# What to do
Exact copy, no pictures: return all the data below as written.

# Source data
BEGIN
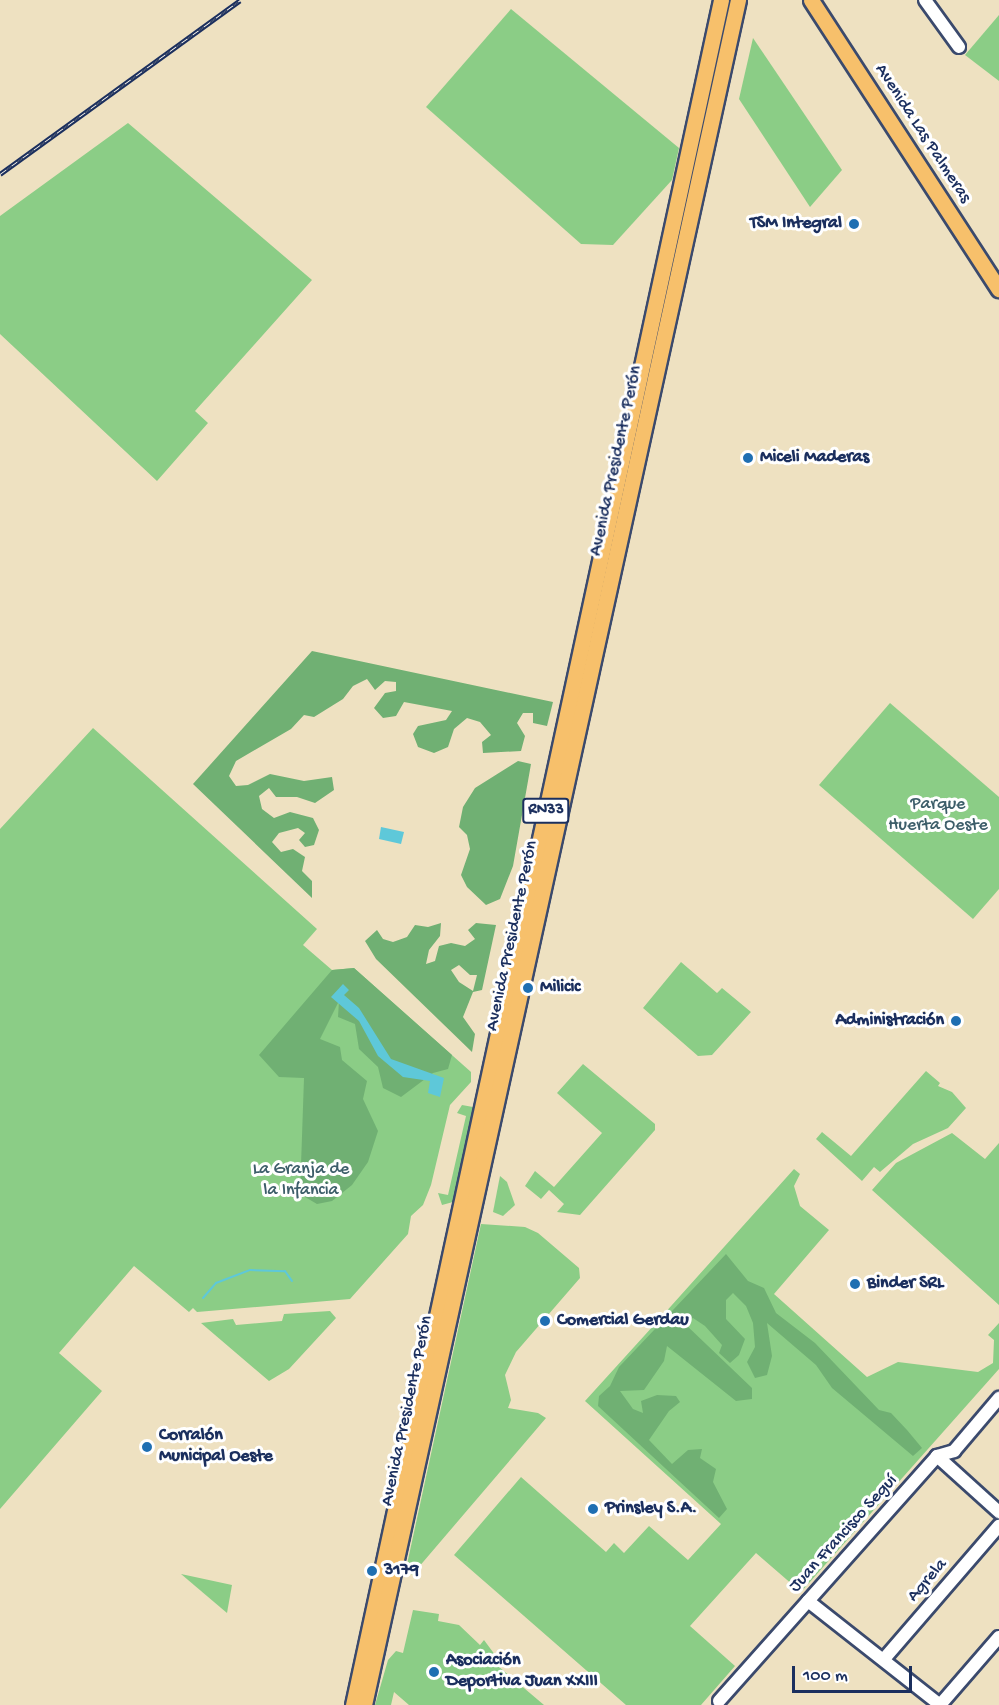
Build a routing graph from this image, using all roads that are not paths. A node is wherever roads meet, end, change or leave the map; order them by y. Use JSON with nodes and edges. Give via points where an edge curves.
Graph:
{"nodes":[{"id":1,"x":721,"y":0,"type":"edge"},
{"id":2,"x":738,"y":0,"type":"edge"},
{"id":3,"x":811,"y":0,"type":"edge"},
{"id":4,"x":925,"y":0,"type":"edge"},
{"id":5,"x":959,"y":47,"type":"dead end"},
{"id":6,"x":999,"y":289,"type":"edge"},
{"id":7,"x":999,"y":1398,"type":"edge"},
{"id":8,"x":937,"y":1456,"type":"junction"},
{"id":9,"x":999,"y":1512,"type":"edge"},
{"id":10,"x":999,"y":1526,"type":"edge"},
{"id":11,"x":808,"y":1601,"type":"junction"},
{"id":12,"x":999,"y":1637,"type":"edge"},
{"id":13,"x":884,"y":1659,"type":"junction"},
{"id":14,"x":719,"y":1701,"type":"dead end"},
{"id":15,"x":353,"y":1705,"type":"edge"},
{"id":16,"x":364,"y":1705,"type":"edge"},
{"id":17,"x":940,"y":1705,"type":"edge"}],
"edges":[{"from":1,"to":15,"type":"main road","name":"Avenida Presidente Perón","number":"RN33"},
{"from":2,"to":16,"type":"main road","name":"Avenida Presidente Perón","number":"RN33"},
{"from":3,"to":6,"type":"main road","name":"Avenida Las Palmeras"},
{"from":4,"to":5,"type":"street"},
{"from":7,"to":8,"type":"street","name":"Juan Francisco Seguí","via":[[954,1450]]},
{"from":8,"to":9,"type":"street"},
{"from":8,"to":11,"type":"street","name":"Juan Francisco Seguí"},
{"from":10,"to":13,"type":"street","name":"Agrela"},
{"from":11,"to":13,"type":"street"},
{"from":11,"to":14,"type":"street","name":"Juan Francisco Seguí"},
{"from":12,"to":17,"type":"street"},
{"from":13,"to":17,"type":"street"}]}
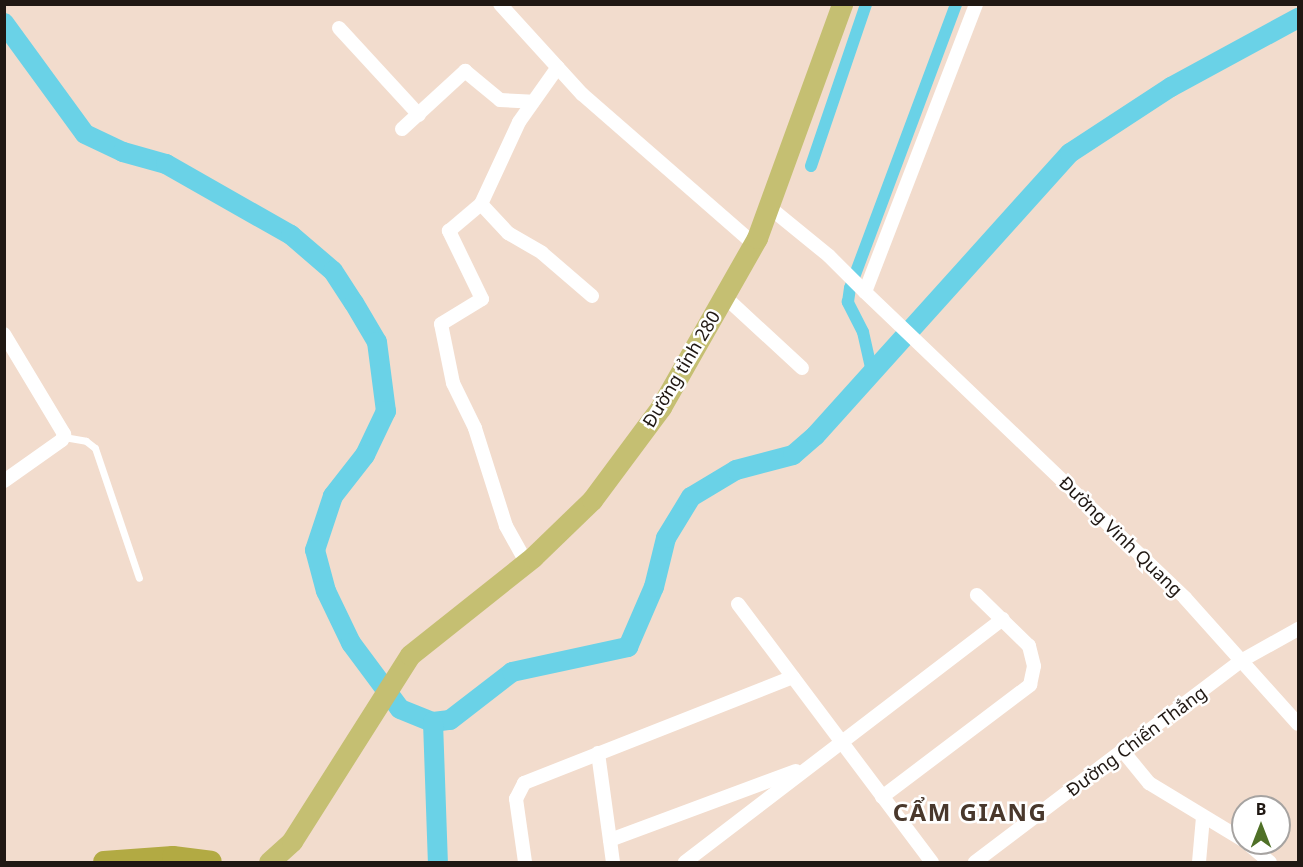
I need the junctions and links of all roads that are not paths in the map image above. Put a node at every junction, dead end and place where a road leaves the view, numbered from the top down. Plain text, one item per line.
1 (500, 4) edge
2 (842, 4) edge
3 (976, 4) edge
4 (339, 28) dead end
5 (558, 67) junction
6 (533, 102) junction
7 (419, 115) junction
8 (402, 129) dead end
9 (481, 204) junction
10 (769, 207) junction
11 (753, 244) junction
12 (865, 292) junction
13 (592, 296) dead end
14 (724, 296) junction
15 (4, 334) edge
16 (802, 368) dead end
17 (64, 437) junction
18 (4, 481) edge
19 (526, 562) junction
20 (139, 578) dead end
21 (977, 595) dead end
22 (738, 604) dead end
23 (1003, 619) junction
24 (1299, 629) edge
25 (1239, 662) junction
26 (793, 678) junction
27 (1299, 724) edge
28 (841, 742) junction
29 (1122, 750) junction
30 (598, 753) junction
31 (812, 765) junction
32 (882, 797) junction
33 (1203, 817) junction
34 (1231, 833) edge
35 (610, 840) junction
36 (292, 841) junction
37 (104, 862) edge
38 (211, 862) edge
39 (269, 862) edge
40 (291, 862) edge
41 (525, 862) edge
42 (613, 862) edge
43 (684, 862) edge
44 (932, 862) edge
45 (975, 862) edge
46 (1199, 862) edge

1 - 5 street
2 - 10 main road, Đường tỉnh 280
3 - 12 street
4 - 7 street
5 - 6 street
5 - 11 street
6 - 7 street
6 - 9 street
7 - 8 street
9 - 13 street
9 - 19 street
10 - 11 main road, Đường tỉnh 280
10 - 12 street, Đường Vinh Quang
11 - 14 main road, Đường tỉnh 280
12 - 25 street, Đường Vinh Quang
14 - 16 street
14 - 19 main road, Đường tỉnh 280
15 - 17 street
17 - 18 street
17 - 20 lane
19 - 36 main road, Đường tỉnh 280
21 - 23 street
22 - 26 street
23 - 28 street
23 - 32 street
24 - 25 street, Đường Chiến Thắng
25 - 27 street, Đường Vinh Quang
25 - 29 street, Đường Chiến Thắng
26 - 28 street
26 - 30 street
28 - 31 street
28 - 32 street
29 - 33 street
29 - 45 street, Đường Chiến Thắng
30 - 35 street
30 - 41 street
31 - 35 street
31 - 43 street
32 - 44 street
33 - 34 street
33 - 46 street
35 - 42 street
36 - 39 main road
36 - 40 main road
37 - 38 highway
END
# Exercise result
Build a routing graph from this image, using all roads that are not paths. A node is wherever roads meet, end, change or leave the map; order them by y. Use JSON with nodes and edges. Give via points where an edge curves.
Graph:
{"nodes":[{"id":1,"x":721,"y":0,"type":"edge"},
{"id":2,"x":738,"y":0,"type":"edge"},
{"id":3,"x":811,"y":0,"type":"edge"},
{"id":4,"x":925,"y":0,"type":"edge"},
{"id":5,"x":959,"y":47,"type":"dead end"},
{"id":6,"x":999,"y":289,"type":"edge"},
{"id":7,"x":999,"y":1398,"type":"edge"},
{"id":8,"x":937,"y":1456,"type":"junction"},
{"id":9,"x":999,"y":1512,"type":"edge"},
{"id":10,"x":999,"y":1526,"type":"edge"},
{"id":11,"x":808,"y":1601,"type":"junction"},
{"id":12,"x":999,"y":1637,"type":"edge"},
{"id":13,"x":884,"y":1659,"type":"junction"},
{"id":14,"x":719,"y":1701,"type":"dead end"},
{"id":15,"x":353,"y":1705,"type":"edge"},
{"id":16,"x":364,"y":1705,"type":"edge"},
{"id":17,"x":940,"y":1705,"type":"edge"}],
"edges":[{"from":1,"to":15,"type":"main road","name":"Avenida Presidente Perón","number":"RN33"},
{"from":2,"to":16,"type":"main road","name":"Avenida Presidente Perón","number":"RN33"},
{"from":3,"to":6,"type":"main road","name":"Avenida Las Palmeras"},
{"from":4,"to":5,"type":"street"},
{"from":7,"to":8,"type":"street","name":"Juan Francisco Seguí","via":[[954,1450]]},
{"from":8,"to":9,"type":"street"},
{"from":8,"to":11,"type":"street","name":"Juan Francisco Seguí"},
{"from":10,"to":13,"type":"street","name":"Agrela"},
{"from":11,"to":13,"type":"street"},
{"from":11,"to":14,"type":"street","name":"Juan Francisco Seguí"},
{"from":12,"to":17,"type":"street"},
{"from":13,"to":17,"type":"street"}]}
I need the junctions and links of all roads that are not paths in the map image above. Put a node at every junction, dead end and place where a road leaves the view, numbered from the top down. Plain text, one item per line.
1 (500, 4) edge
2 (842, 4) edge
3 (976, 4) edge
4 (339, 28) dead end
5 (558, 67) junction
6 (533, 102) junction
7 (419, 115) junction
8 (402, 129) dead end
9 (481, 204) junction
10 (769, 207) junction
11 (753, 244) junction
12 (865, 292) junction
13 (592, 296) dead end
14 (724, 296) junction
15 (4, 334) edge
16 (802, 368) dead end
17 (64, 437) junction
18 (4, 481) edge
19 (526, 562) junction
20 (139, 578) dead end
21 (977, 595) dead end
22 (738, 604) dead end
23 (1003, 619) junction
24 (1299, 629) edge
25 (1239, 662) junction
26 (793, 678) junction
27 (1299, 724) edge
28 (841, 742) junction
29 (1122, 750) junction
30 (598, 753) junction
31 (812, 765) junction
32 (882, 797) junction
33 (1203, 817) junction
34 (1231, 833) edge
35 (610, 840) junction
36 (292, 841) junction
37 (104, 862) edge
38 (211, 862) edge
39 (269, 862) edge
40 (291, 862) edge
41 (525, 862) edge
42 (613, 862) edge
43 (684, 862) edge
44 (932, 862) edge
45 (975, 862) edge
46 (1199, 862) edge

1 - 5 street
2 - 10 main road, Đường tỉnh 280
3 - 12 street
4 - 7 street
5 - 6 street
5 - 11 street
6 - 7 street
6 - 9 street
7 - 8 street
9 - 13 street
9 - 19 street
10 - 11 main road, Đường tỉnh 280
10 - 12 street, Đường Vinh Quang
11 - 14 main road, Đường tỉnh 280
12 - 25 street, Đường Vinh Quang
14 - 16 street
14 - 19 main road, Đường tỉnh 280
15 - 17 street
17 - 18 street
17 - 20 lane
19 - 36 main road, Đường tỉnh 280
21 - 23 street
22 - 26 street
23 - 28 street
23 - 32 street
24 - 25 street, Đường Chiến Thắng
25 - 27 street, Đường Vinh Quang
25 - 29 street, Đường Chiến Thắng
26 - 28 street
26 - 30 street
28 - 31 street
28 - 32 street
29 - 33 street
29 - 45 street, Đường Chiến Thắng
30 - 35 street
30 - 41 street
31 - 35 street
31 - 43 street
32 - 44 street
33 - 34 street
33 - 46 street
35 - 42 street
36 - 39 main road
36 - 40 main road
37 - 38 highway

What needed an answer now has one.